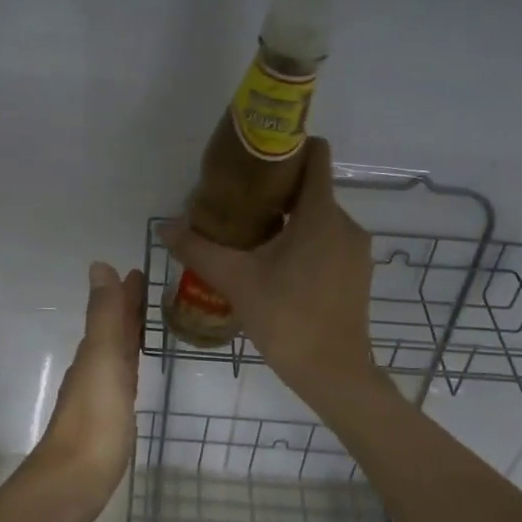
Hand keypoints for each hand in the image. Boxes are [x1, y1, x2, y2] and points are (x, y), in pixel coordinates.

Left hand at [17, 261, 145, 521]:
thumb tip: (100, 266)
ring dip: (128, 336)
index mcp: (95, 353)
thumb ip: (105, 317)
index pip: (112, 313)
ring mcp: (98, 396)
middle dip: (128, 310)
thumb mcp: (103, 361)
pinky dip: (129, 367)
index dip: (125, 293)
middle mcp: (94, 369)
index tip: (141, 272)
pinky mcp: (107, 421)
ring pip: (116, 355)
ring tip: (147, 324)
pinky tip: (134, 375)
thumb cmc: (94, 421)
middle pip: (113, 331)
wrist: (73, 482)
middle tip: (149, 291)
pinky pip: (121, 381)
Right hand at [159, 138, 375, 406]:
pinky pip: (327, 241)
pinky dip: (303, 242)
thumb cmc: (286, 318)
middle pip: (311, 189)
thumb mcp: (236, 281)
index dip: (288, 148)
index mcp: (320, 214)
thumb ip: (199, 249)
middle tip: (236, 205)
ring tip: (251, 238)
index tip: (255, 158)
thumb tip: (165, 226)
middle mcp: (345, 223)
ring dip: (288, 220)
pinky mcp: (356, 273)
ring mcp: (355, 250)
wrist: (333, 373)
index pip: (315, 156)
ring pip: (318, 218)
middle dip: (276, 191)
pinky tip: (275, 266)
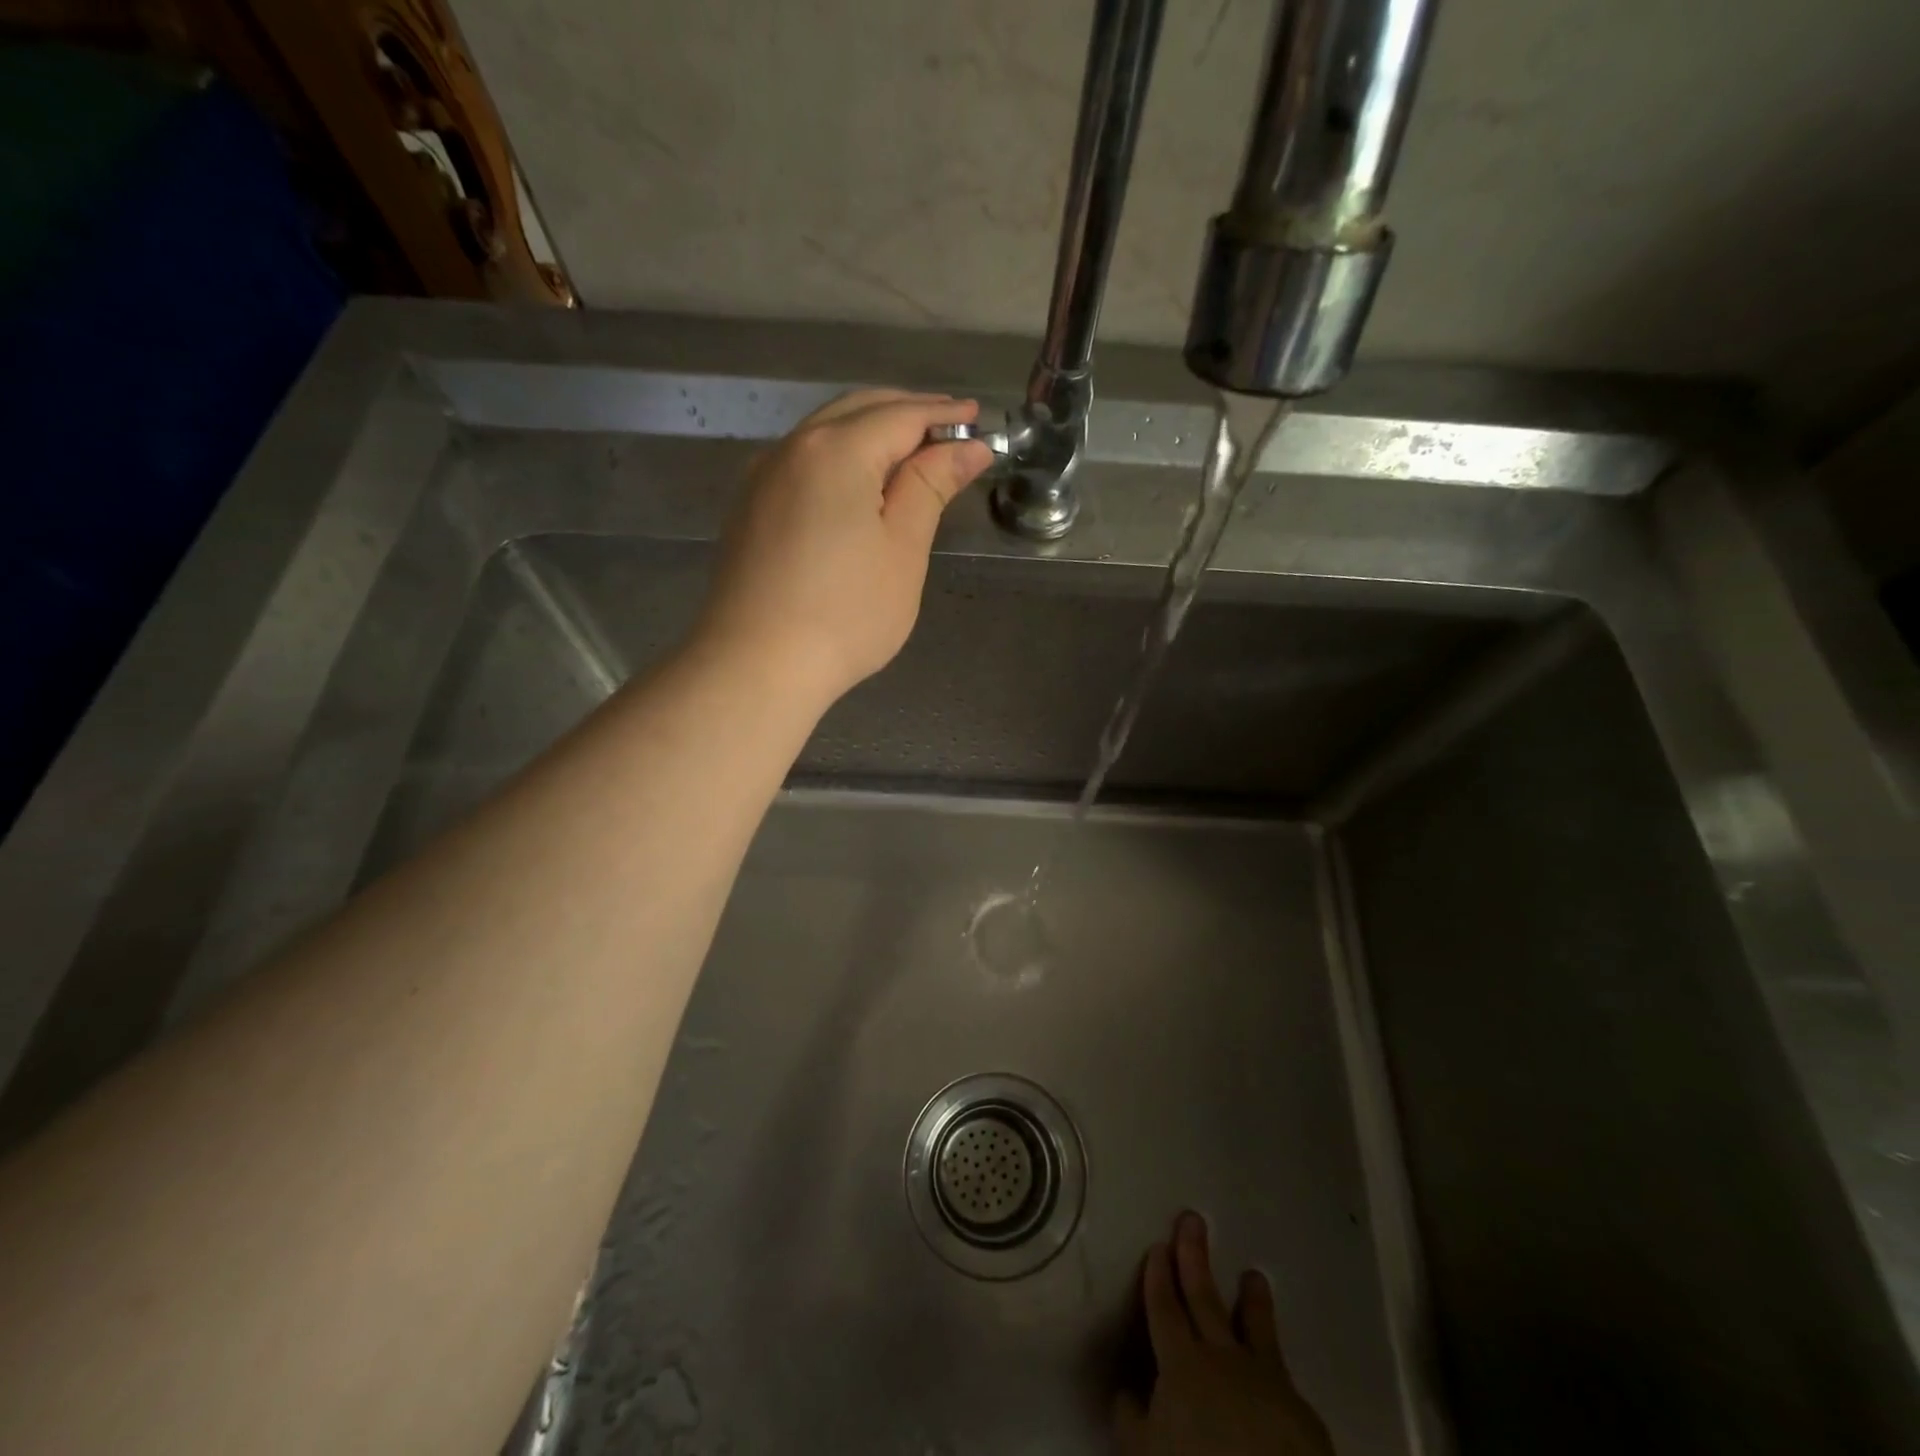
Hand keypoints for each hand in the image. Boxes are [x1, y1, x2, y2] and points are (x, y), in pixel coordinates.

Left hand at [695, 389, 993, 708]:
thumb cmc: (845, 614)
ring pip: (825, 433)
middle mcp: (792, 448)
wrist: (755, 666)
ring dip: (870, 431)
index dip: (943, 414)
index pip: (901, 415)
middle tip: (950, 428)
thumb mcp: (903, 549)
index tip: (977, 417)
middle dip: (906, 412)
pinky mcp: (749, 508)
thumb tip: (968, 447)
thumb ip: (931, 487)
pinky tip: (856, 482)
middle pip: (858, 411)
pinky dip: (839, 456)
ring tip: (910, 452)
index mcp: (836, 450)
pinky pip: (802, 461)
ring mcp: (762, 477)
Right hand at [1116, 1213, 1334, 1455]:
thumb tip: (1126, 1393)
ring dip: (1252, 1301)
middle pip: (1205, 1299)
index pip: (1164, 1309)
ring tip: (1255, 1275)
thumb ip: (1132, 1419)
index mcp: (1181, 1363)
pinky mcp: (1302, 1410)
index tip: (1158, 1245)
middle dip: (1194, 1257)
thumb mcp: (1145, 1452)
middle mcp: (1222, 1358)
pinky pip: (1283, 1375)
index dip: (1158, 1276)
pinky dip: (1274, 1361)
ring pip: (1255, 1329)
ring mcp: (1265, 1380)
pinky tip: (1276, 1363)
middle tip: (1193, 1219)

· · · ·

**What is required**
An exact restatement of every record is required. Omit the images.

**Reply**
Hand keypoints for each hand in the image. Boxes are [x1, y1, x2, y2] and points are (x, y), in pixel coordinates.

Left hand at [17, 261, 145, 521]:
thumb tip: (100, 266)
ring dip: (128, 336)
index mcp: (95, 353)
thumb ip: (105, 317)
index pip: (112, 313)
ring mcp: (98, 396)
middle dip: (128, 310)
thumb mcp: (103, 361)
pinky dip: (129, 367)
index dip: (125, 293)
middle mcp: (94, 369)
index tip: (141, 272)
pinky mcp: (107, 421)
ring pip: (116, 355)
ring tip: (147, 324)
pinky tip: (134, 375)
thumb cmc: (94, 421)
middle pip: (113, 331)
wrist: (73, 482)
middle tip: (149, 291)
pinky pip: (121, 381)
Right hand at [159, 138, 375, 406]:
pinky pip: (327, 241)
pinky dip: (303, 242)
thumb cmc: (286, 318)
middle pip: (311, 189)
thumb mcp: (236, 281)
index dip: (288, 148)
index mcp: (320, 214)
thumb ip: (199, 249)
middle tip: (236, 205)
ring tip: (251, 238)
index tip: (255, 158)
thumb tip: (165, 226)
middle mcp: (345, 223)
ring dip: (288, 220)
pinky mcp: (356, 273)
ring mcp: (355, 250)
wrist: (333, 373)
index pip: (315, 156)
ring pip: (318, 218)
middle dip: (276, 191)
pinky tip: (275, 266)
Hand keypoints for each hand in the image. Boxes are [x1, y1, x2, y2] and points are (x, y), in pixel coordinates.

Left hand at [695, 389, 993, 708]:
thumb cmc: (845, 614)
ring pip: (825, 433)
middle mcp: (792, 448)
wrist: (755, 666)
ring dip: (870, 431)
index dip: (943, 414)
index pip: (901, 415)
middle tip: (950, 428)
thumb mcp: (903, 549)
index tip: (977, 417)
middle dip: (906, 412)
pinky mcp: (749, 508)
thumb tip: (968, 447)
thumb ip: (931, 487)
pinky tip: (856, 482)
middle pip: (858, 411)
pinky dip: (839, 456)
ring tip: (910, 452)
index mcp: (836, 450)
pinky pip: (802, 461)
ring mcp: (762, 477)
Right hand at [1116, 1213, 1334, 1455]:
thumb tip: (1126, 1393)
ring dip: (1252, 1301)
middle pip: (1205, 1299)
index pip: (1164, 1309)
ring tip: (1255, 1275)
thumb ip: (1132, 1419)
index mcp: (1181, 1363)
pinky mcp: (1302, 1410)
index tip: (1158, 1245)
middle dip: (1194, 1257)
thumb mcp: (1145, 1452)
middle mcp: (1222, 1358)
pinky pip: (1283, 1375)
index dip: (1158, 1276)
pinky dip: (1274, 1361)
ring pip: (1255, 1329)
ring mcp: (1265, 1380)
pinky tip: (1276, 1363)
middle tip: (1193, 1219)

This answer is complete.